On June 20, 1996, the Company's majority stockholder, American 
Toys, Inc. ("American Toys"), which name was changed to U.S.
Wireless Corporation as of October 12, 1996, which owned
2,548,930 or approximately 66.0% of the 3,863,530 issued and
outstanding shares of the Company's common stock, par value $.01
per share the ("Common Stock") outstanding as of such date,
executed a written consent authorizing the Company to amend its
Certificate of incorporation such that (i) the Company's Series D
Preferred Stock shall be convertible into 1,157,028 shares of the
Company's Common Stock based on the average closing bid price
for the ninety (90) day period from March 31, 1996 to May 30,
1996 and (ii) the Company's Series E Preferred Stock shall be
separated into two classes, 1,900,000 shares of which shall be
designated the Class I Series E Preferred Stock, which shares shall
be convertible at any time into twenty shares of the Company's
Common Stock, par value $.01 per share and the remaining
100,000 shares of which shall be designated the Class II Series E
Preferred Stock, which shares will be convertible two (2) years
from issuance into twenty shares of the Company's Common Stock. 
Under Section 228 of the General Corporation Law of the State of
Delaware, any action requiring the consent of the stockholders at
an annual or special meeting of the stockholders of the Company,
may be taken without a meeting, without prior notice and without
a vote, if a consent or consents in writing, setting forth the action
so taken, shall be signed by the holders of outstanding stock having
not less than the minimum number of votes that would be
necessary to authorize or take such action at a meeting at which all
shares entitled to vote thereon were present and voted and shall be
delivered to the Company.

On May 3, 1996, the Corporation held an annual meeting of its
stockholders, at which time it proposed to its stockholders (i) the
election of three persons nominated by the Board of Directors as
Directors, (ii) the authorization of an amendment to the 
Corporation's Certificate of Incorporation to effect a change of the
name of the Corporation from Play Co. Toys to Play Co. Toys &
Entertainment Corp., (iii) the authorization of an amendment to the
Corporation's Certificate of Incorporation to authorize one share of
Preferred Stock, par value $.01 per share, as the "Series D
Preferred Stock" and (iv) the authorization to increase the number
of authorized shares of Common Stock to 410,000,000 shares and
to authorize 20,000,000 shares of Preferred Stock, par value $.01
per share, as the "Series E Preferred Stock".  All proposals were
adopted by the stockholders and an amendment to the Corporation's
Certificate of Incorporation filed with the State of Delaware.  The
Certificate of amendment as filed, amended the name of the
Corporation, authorized a share of Series D Preferred Stock,
authorized 1,000,000 shares of the Series E Preferred Stock and
increased the authorized shares of Common Stock to 30,000,000. 
As shares of the Series E Preferred Stock are issued, the Company
shall amend its certificate of incorporation to increase the
authorized number of shares of the Series E Preferred Stock and
shares of Common Stock underlying same. 

On June 30, 1996, Europe American Capital Corp. ("EACC")
exercised its option to purchase 334,000 shares of the Series E
Preferred Stock for $334,000.  These shares of Series E Preferred
Stock were designated Class I Series E Preferred Stock. EACC is
a company in which Yair Arbel, Ilan Arbel's brother was the sole
officer and director. In August, 1996, EACC transferred all 334,000
shares to Ilan Arbel, its newly elected President and Director. 
Simultaneously, Mr. Arbel transferred such shares to Mister Jay
Fashions International, ("Mr. Jay"), a company in which he is the
president, a director and principal stockholder. On September 12,
1996, the 334,000 shares of Series E Preferred Stock was converted
into 6,680,000 shares of Common Stock, whereby Mr Jay became
the majority stockholder of the Company. 
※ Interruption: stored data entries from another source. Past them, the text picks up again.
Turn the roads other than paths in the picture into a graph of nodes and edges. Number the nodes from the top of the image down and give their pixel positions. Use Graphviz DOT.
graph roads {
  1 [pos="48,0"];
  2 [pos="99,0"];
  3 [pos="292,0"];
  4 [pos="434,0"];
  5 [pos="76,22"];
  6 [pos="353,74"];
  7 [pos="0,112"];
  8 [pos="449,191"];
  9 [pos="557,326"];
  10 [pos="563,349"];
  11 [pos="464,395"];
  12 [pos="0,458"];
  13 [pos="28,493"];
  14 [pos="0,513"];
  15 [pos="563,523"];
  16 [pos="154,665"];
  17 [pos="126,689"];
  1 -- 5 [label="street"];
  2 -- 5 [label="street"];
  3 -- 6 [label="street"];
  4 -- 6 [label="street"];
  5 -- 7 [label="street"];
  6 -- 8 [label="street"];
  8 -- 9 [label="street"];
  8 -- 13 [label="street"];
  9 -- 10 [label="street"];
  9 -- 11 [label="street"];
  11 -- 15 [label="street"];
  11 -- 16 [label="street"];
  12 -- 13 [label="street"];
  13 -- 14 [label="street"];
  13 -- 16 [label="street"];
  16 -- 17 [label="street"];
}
In April 1996, the Company converted $528,070 of debt consisting
of a $500,000 note payable and accrued expenses to the EACC into
528,000 shares of Series E Preferred Stock.  The Series E Preferred
Stock is non voting, provides for accumulated annual dividends at
$1.00 per share, and is convertible into 20 shares of Common
Stock for each share of Series E Preferred Stock, at the holder's
option at any time during the three year period commencing two
years after the issuance of Series E Preferred Stock, all of which
shares were converted into Class I Series E Preferred Stock.  

On October 10, 1996, EACC exercised its option to purchase an
aggregate of 500,000 shares of the Series E Class I Preferred Stock.
EACC transferred 200,000 shares to Multimedia Concepts
International, Inc. and 300,000 shares to VermongenStreuhand
G.M.B.H an Austrian Corporation.


NOTE 3.

On February 1, 1996, the Company entered into a "Loan and
Security Agreement" (the "Loan Agreement") with Congress
Financial Corporation ("Congress").  Funds drawn on February 7,
on the loan agreement of $2,000,000 were used to repay the
amounts due under a previous line of credit arrangement with
Imperial Bank, effectively terminating that borrowing arrangement. 
The Loan Agreement provides for maximum borrowings of
$7,000,000 based on the "Cost Value of Eligible Inventory" as
defined in the Loan Agreement.  The only material financial
covenant in the Loan Agreement is the requirement that the
Company maintain at all times an adjusted net worth of not less
than $500,000. The Loan Agreement requires the payment of a
quarterly service fee of $8,750, is secured by substantially all assets
of the Company and is further collateralized by a $2,000,000 letter
of credit provided by EACC.  As payment for the issuance of the
letter of credit the Company granted EACC an option to purchase
up to 20,000,000 shares of its Series E Preferred stock. Interest on
outstanding balances is charged at prime plus 1.5%.  The Loan
Agreement matures February 1, 1998. Congress can extend the
Loan Agreement for an additional year at its option.

NOTE 4.
In June 1996, American Toys, pursuant to the consent of its
majority stockholder, Mister Jay Fashions International, Inc.,
authorized the conversion of its one share of Series D Preferred
Stock into 1,157,028 shares of the Company's Common Stock
based  upon the average closing bid price ($1.21) of the Company's
shares for the period from March 1, 1996 to May 31, 1996 in
accordance with the provisions of the Company's Certificate of
Incorporation as amended by the consent of American Toys on
June 20, 1996 (See Note 2). The conversion resulted in American
Toys owning 3,741,958 shares of the total 5,020,558 shares issued
and outstanding after the conversion, or approximately 74%.  In
addition, American Toys authorized the spin-off of its total
investment in the Company's Common Stock by distributing the
shares to its stockholders of record on August 15, 1996.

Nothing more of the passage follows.